━━ Entries shown
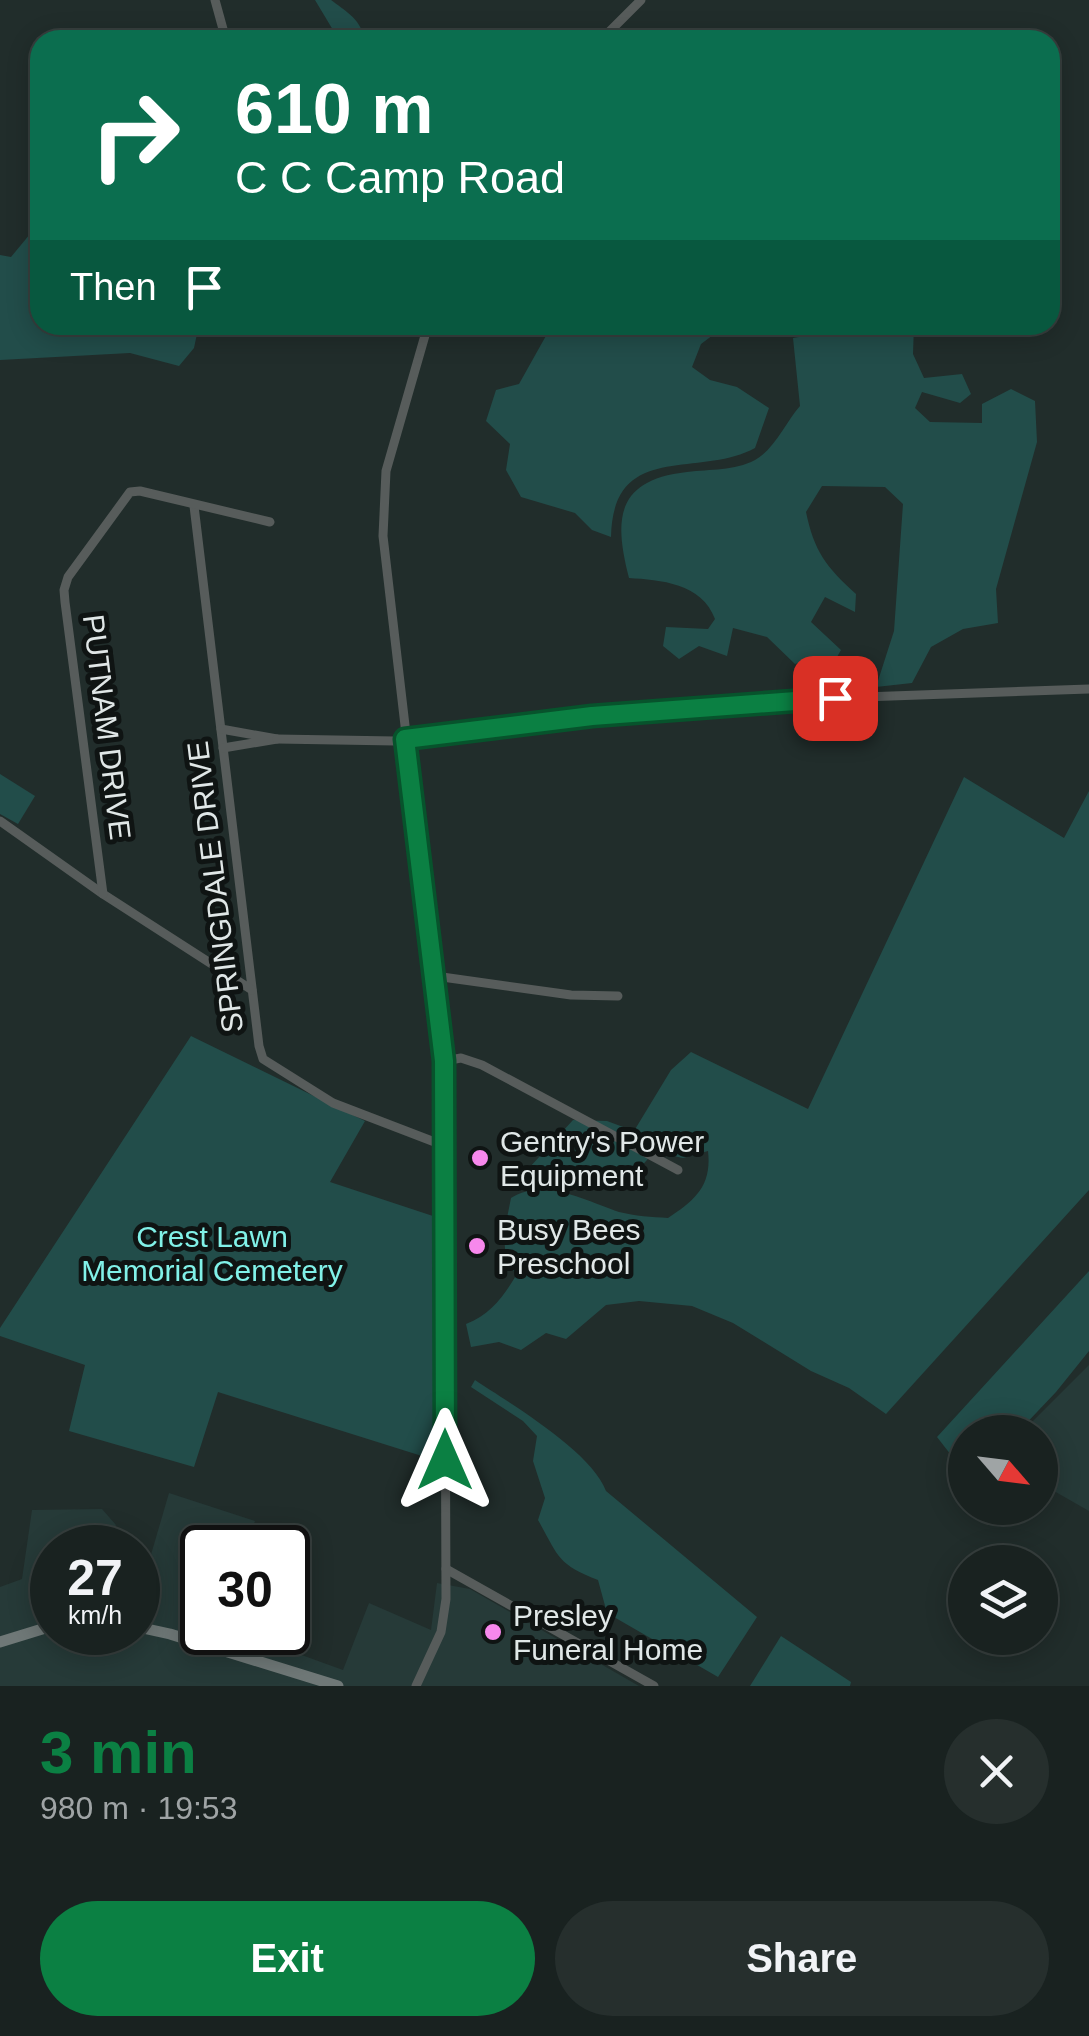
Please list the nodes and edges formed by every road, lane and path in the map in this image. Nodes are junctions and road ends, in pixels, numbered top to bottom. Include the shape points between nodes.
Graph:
1 (215, 0) edge
2 (641, 0) edge
3 (223, 30) edge
4 (611, 30) edge
5 (425, 335) edge
6 (194, 506) junction
7 (270, 522) dead end
8 (1089, 689) edge
9 (221, 729) junction
10 (276, 739) junction
11 (405, 739) junction
12 (223, 748) junction
13 (0, 821) edge
14 (103, 894) junction
15 (435, 976) junction
16 (252, 990) junction
17 (618, 996) dead end
18 (444, 1061) junction
19 (446, 1146) junction
20 (678, 1170) dead end
21 (446, 1569) junction
22 (160, 1632) edge
23 (30, 1633) edge
24 (0, 1642) edge
25 (338, 1686) edge
26 (416, 1686) edge
27 (654, 1686) edge

1 - 3 street
2 - 4 street
5 - 11 street via 383,498
6 - 7 street, PUTNAM DRIVE
6 - 9 street, SPRINGDALE DRIVE
6 - 14 street, PUTNAM DRIVE via 130,492 64,590
8 - 11 street via 592,716
9 - 10 street
9 - 12 street, SPRINGDALE DRIVE
10 - 11 street
10 - 12 street
11 - 15 street
12 - 16 street, SPRINGDALE DRIVE
13 - 14 street
14 - 16 street
15 - 17 street
15 - 18 street
16 - 19 street, SPRINGDALE DRIVE via 263,1059 356,1114
18 - 19 street
18 - 20 street via 482,1065
19 - 21 street
21 - 26 street via 441,1632
21 - 27 street
22 - 25 street
23 - 24 street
━━━━
Work instructions
In the copy, include every record exactly and no pictures at all.

Answer to the exercise
Please list the nodes and edges formed by every road, lane and path in the map in this image. Nodes are junctions and road ends, in pixels, numbered top to bottom. Include the shape points between nodes.
Graph:
1 (215, 0) edge
2 (641, 0) edge
3 (223, 30) edge
4 (611, 30) edge
5 (425, 335) edge
6 (194, 506) junction
7 (270, 522) dead end
8 (1089, 689) edge
9 (221, 729) junction
10 (276, 739) junction
11 (405, 739) junction
12 (223, 748) junction
13 (0, 821) edge
14 (103, 894) junction
15 (435, 976) junction
16 (252, 990) junction
17 (618, 996) dead end
18 (444, 1061) junction
19 (446, 1146) junction
20 (678, 1170) dead end
21 (446, 1569) junction
22 (160, 1632) edge
23 (30, 1633) edge
24 (0, 1642) edge
25 (338, 1686) edge
26 (416, 1686) edge
27 (654, 1686) edge

1 - 3 street
2 - 4 street
5 - 11 street via 383,498
6 - 7 street, PUTNAM DRIVE
6 - 9 street, SPRINGDALE DRIVE
6 - 14 street, PUTNAM DRIVE via 130,492 64,590
8 - 11 street via 592,716
9 - 10 street
9 - 12 street, SPRINGDALE DRIVE
10 - 11 street
10 - 12 street
11 - 15 street
12 - 16 street, SPRINGDALE DRIVE
13 - 14 street
14 - 16 street
15 - 17 street
15 - 18 street
16 - 19 street, SPRINGDALE DRIVE via 263,1059 356,1114
18 - 19 street
18 - 20 street via 482,1065
19 - 21 street
21 - 26 street via 441,1632
21 - 27 street
22 - 25 street
23 - 24 street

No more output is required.